Professor Bettina Varwig
BMus (KCL), PhD (Harvard)
Bettina is one of our Official Fellows, and is Director of Studies in Music. At the University she is Professor of Music History.
Biography
Originally from Germany, Bettina took her undergraduate degree in Music at King's College, London. She completed her PhD at Harvard University in 2006, and returned to the UK to take up a Fellowship by Examination at Magdalen College, Oxford until 2008. She then moved to the University of Cambridge in 2008 for a British Academy Fellowship at Girton College. She was appointed Lecturer in Music at King’s College London in 2009 (Senior Lecturer from 2013).
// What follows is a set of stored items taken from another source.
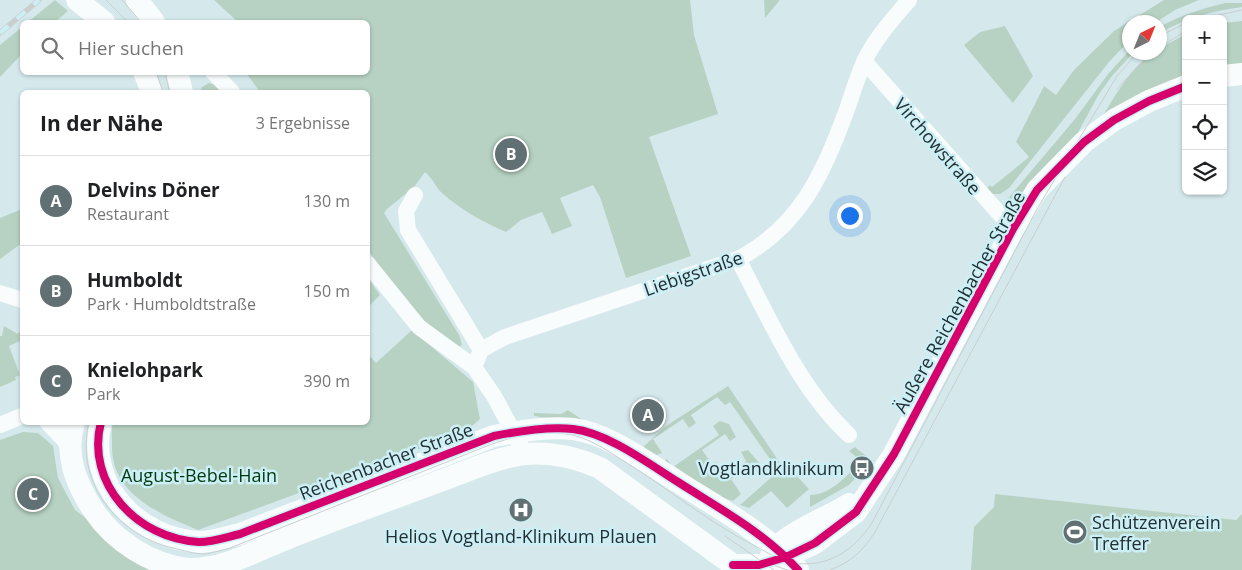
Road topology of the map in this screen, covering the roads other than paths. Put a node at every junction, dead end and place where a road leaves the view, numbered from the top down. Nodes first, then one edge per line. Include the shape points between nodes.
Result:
1 (137, 0) edge
2 (909, 0) edge
3 (83, 2) edge
4 (102, 20) edge
5 (152, 20) edge
6 (864, 61) junction
7 (1242, 74) edge
8 (145, 75) edge
9 (178, 75) edge
10 (216, 75) edge
11 (1227, 76) edge
12 (1182, 88) edge
13 (151, 90) edge
14 (182, 90) edge
15 (230, 90) edge
16 (415, 195) dead end
17 (1013, 229) junction
18 (738, 259) junction
19 (370, 266) edge
20 (0, 293) edge
21 (20, 299) edge
22 (481, 350) junction
23 (468, 364) junction
24 (20, 417) edge
25 (0, 425) edge
26 (50, 425) edge
27 (74, 425) edge
28 (100, 425) edge
29 (512, 433) junction
30 (849, 435) dead end
31 (70, 453) junction
32 (525, 454) junction
33 (741, 521) junction
34 (811, 535) junction
35 (779, 562) edge
36 (737, 567) edge
37 (811, 570) edge

1 - 5 street
2 - 6 street, Liebigstraße via 884,29
3 - 4 street
6 - 17 street, Virchowstraße
6 - 18 street, Liebigstraße via 834,144 798,210 761,247
7 - 11 street
8 - 13 street
9 - 14 street
10 - 15 street
12 - 17 street, Äußere Reichenbacher Straße via 1114,120 1084,142 1037,190
16 - 22 street via 406,211 408,230
17 - 34 street, Äußere Reichenbacher Straße via 894,454 875,483
18 - 22 street, Liebigstraße via 505,337
18 - 30 street via 813,395
19 - 23 street via 419,327
20 - 21 street
22 - 23 street
23 - 29 street via 494,396
24 - 25 street
26 - 31 street via 65,441
27 - 31 street, Reichenbacher Straße
28 - 29 street, Reichenbacher Straße via 99,467 118,503 137,520 162,533 199,542 240,534 494,436
29 - 32 street
29 - 33 street, Reichenbacher Straße via 574,429 594,434 640,458
31 - 32 street, Reichenbacher Straße via 78,484 100,520 115,536 132,549 188,569 234,562 354,513 479,467
32 - 36 street, Reichenbacher Straße via 560,456 600,468
33 - 34 street
33 - 35 street
34 - 35 street, Äußere Reichenbacher Straße
34 - 37 street
35 - 36 street, Äußere Reichenbacher Straße

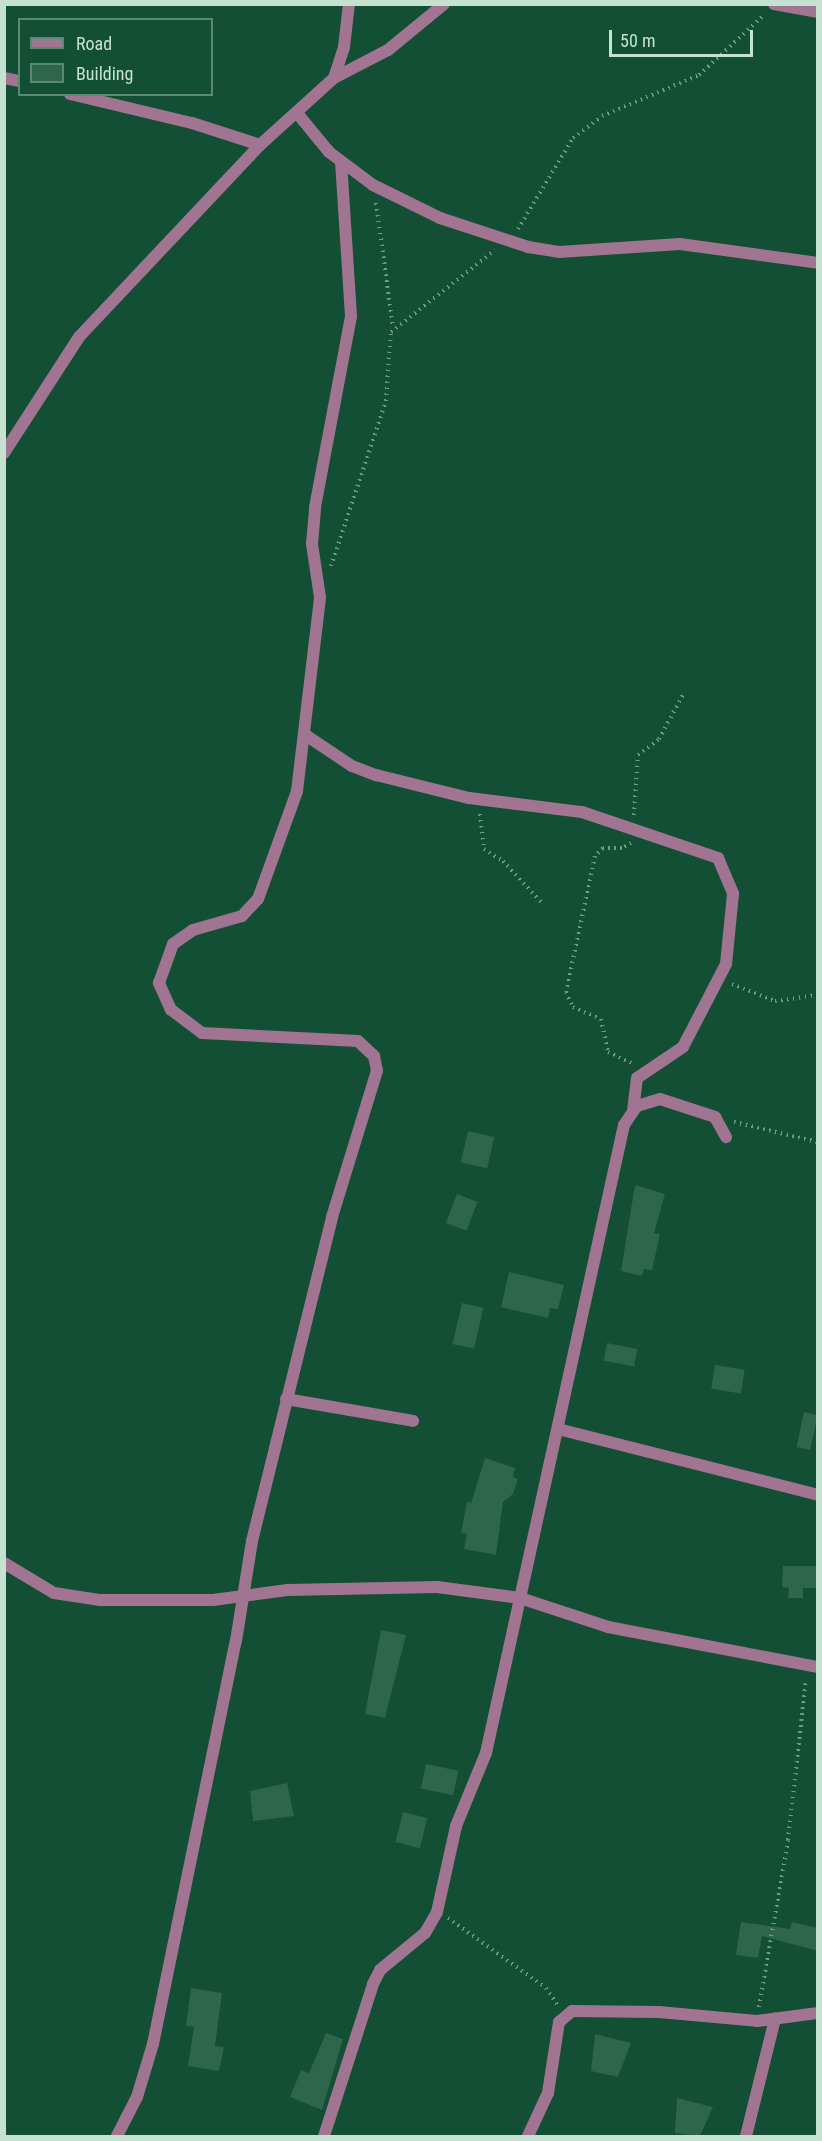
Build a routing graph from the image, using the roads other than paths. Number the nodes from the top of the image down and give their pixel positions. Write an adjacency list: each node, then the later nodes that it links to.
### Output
1 (349, 4): 5 (street)
2 (444, 4): 5 (street)
3 (774, 5): 4 (street)
4 (818, 12)
5 (334, 78): 7 (street)
6 (78, 96): 8 (street)
7 (297, 113): 8 (street); 9 (street)
8 (260, 145): 11 (street)
9 (341, 161): 10 (street); 12 (street)
10 (818, 263)
11 (4, 453)
12 (304, 734): 13 (street); 15 (street)
13 (633, 1109): 14 (street); 17 (street)
14 (726, 1137)
15 (286, 1399): 16 (street); 20 (street)
16 (413, 1420)
17 (558, 1429): 18 (street); 21 (street)
18 (818, 1495)
19 (4, 1563): 20 (street)
20 (242, 1598): 21 (street); 25 (street)
21 (520, 1598): 22 (street); 26 (street)
22 (812, 1667)
23 (818, 2013): 24 (street)
24 (775, 2019): 27 (street); 28 (street)
25 (117, 2136)
26 (324, 2136)
27 (528, 2136)
28 (746, 2136)

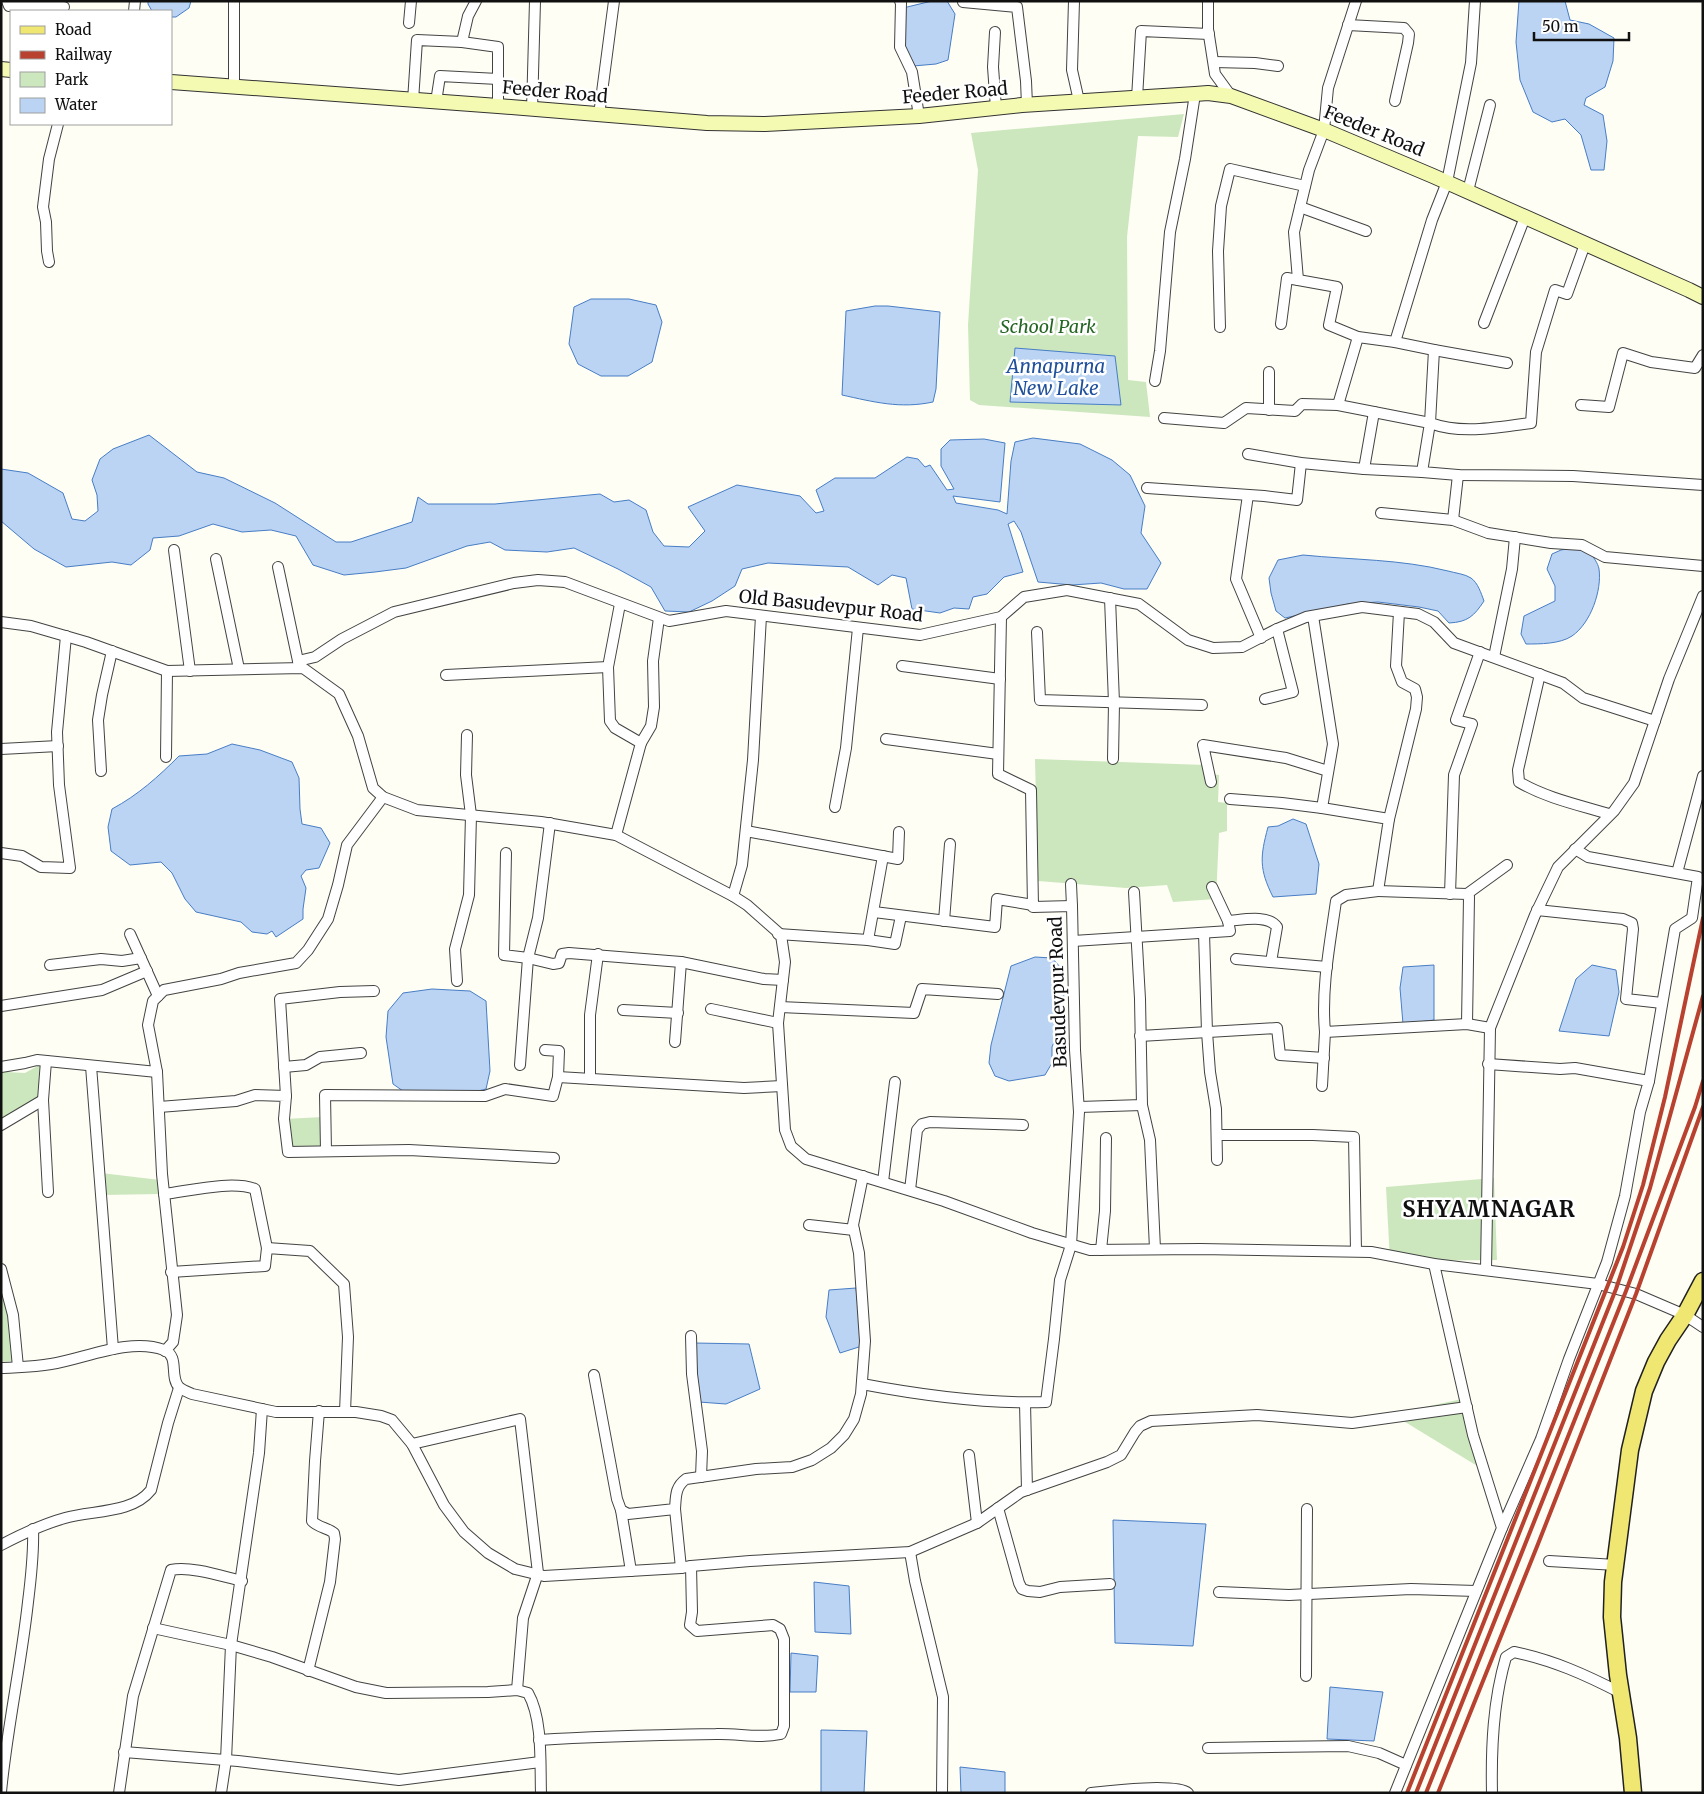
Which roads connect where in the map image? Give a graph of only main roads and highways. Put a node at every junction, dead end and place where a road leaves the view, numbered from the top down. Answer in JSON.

She joined the Faculty of Music at Cambridge in 2017. She specialises in music of the early modern period.
Research
Bettina's research interests concern the history of music, the body, the emotions and the senses in European early modernity. She has published widely on the music of Johann Sebastian Bach, Heinrich Schütz and their contemporaries, exploring issues of embodiment, performance, listening and musical rhetoric, as well as historiography and reception, in particular the afterlives of J. S. Bach in the twentieth and twenty–first centuries. In her current work, she enjoys exploring the fascinating intersections between early modern thought and aspects of current scholarship in affect theory, sound studies, music psychology and embodied cognition. Her latest monograph (Music in the Flesh: An Early Modern Musical Physiology, Chicago 2023) develops a corporeal history of early modern music. It explores how music and its powerful impact on animate beings shaped contemporary ideas about human nature, its physiology and psychology; and how these past musical practices can aid in fostering alternative modes of being in the body and in the world today.